Can you share your Topology?

Using Broker is for a very specific usage

If Broker - specific usage, then, what is the best practice to control remote stations through the Internet?

My scheme now looks like that:

RC Server -> RC Broker -> Remote PC

It’s all in lan, there is no Internet for now, and i use “A” record in an internal DNS Server (broker domain name but with internal ip).
So, as I understood, I should create a session RC Server to the Broker, and the second one session from Remote PC to the Broker.

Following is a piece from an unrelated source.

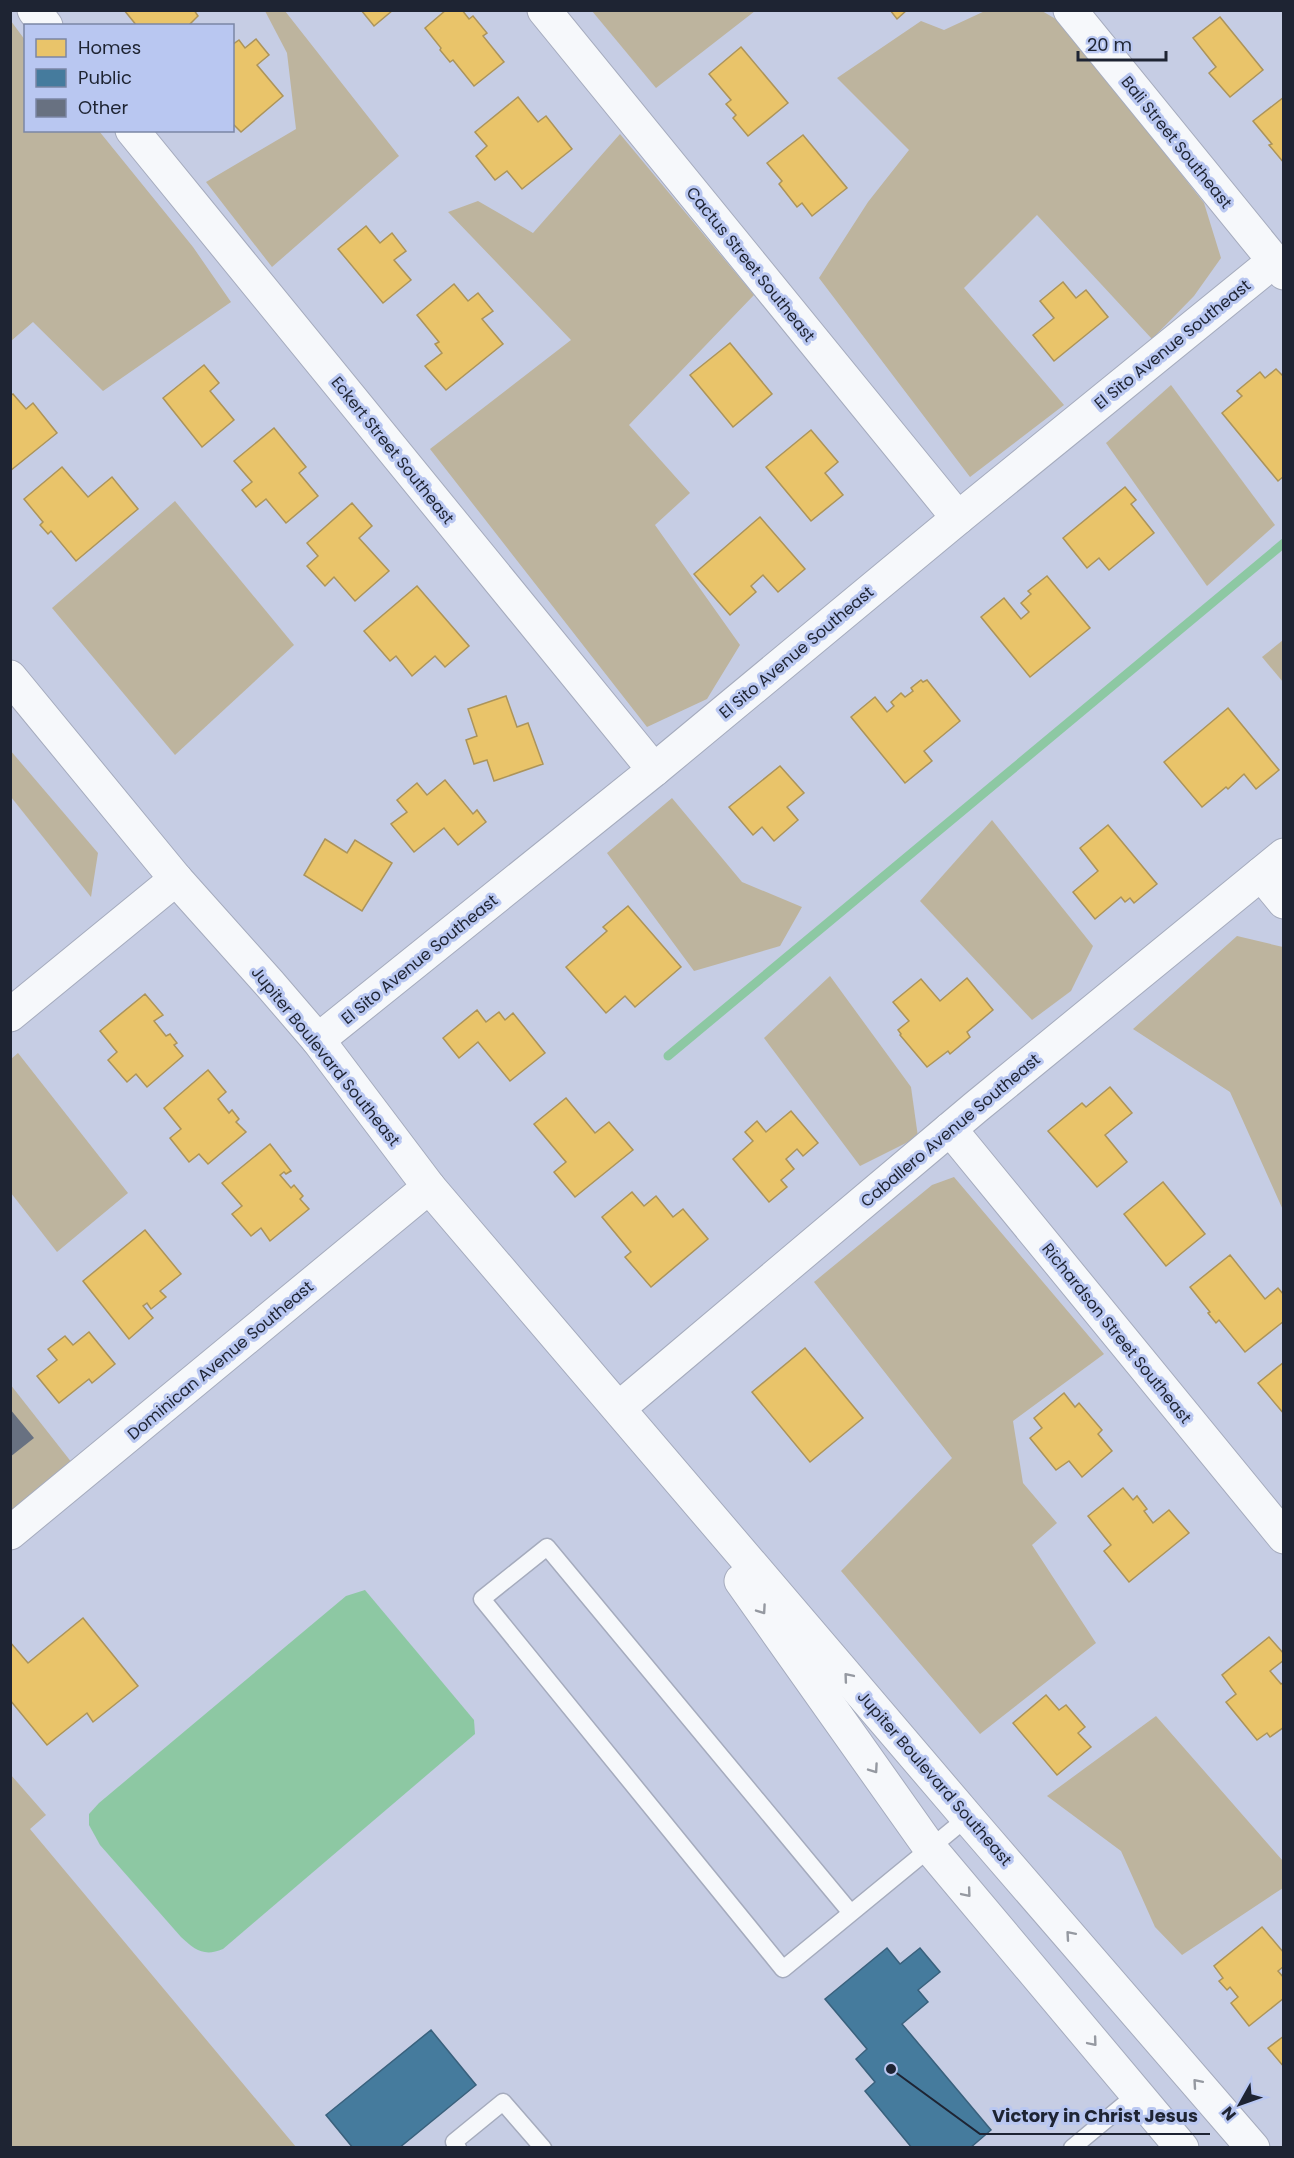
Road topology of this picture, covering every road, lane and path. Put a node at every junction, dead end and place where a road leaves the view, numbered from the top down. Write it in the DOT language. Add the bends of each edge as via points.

If it works in lan, it will work through the Internet. It will be just connectivity issue, external dns record and routing. May be firewall and nat, but it will be the next story.

@evgeny Ive sent you a PM

So, guys! with support team we have resolved the issue.

If you like to deploy the Broker I would recommend you to read Brad instructions. It is really good enough but it's missing information about certificates.

Additionally you have to to do those steps:

1. You have to use DNS name when you will create a certificate. Not only CN name, but DNS name too. It is important.

2. You have to create private key and certificate. For example:
   openssl req -x509 -nodes -newkey rsa:2048 -keyout c:\temp\broker.key -out c:\temp\broker.crt -days 3650 -sha256 -subj "/CN=broker.demo" -addext "subjectAltName=DNS:broker.demo"

3. You have to add the broker server domain name and port on the Remote Control Server UI as in the Brad's instruction.

4. You have to add the certificate from broker.crt file to the Trusted Authority.

5. Restart services on the web ui -> Admin -> Restart Application

6. Then you have to add into the broker.crt file from broker.key file. You have to merge or combine them. After that broker.crt file will contain the following information (shortly):
   -----BEGIN CERTIFICATE-----
   -----END CERTIFICATE-----
   -----BEGIN PRIVATE KEY-----
   -----END PRIVATE KEY-----

7. Restart service "BigFix Remote Control - Internet Connection Broker" on the Broker Server.

Only after those steps everything start working.

!!! Also, If you wants to use ikeyman tool from IBM it has a bug. My domain name for remote sessions contains a numeric. For example: broker2.demo. If you will try to add DNS name in the ikeyman tool you see an error. You can't create a certificate with number in the domain name. Be attention.

Who knows how self-sign certificates should works it is not big deal i hope.
But for me personally it was difficult to understand.
Also, I think, there is no information on the BigFix Admin guides. No examples, the info they described not implied for me.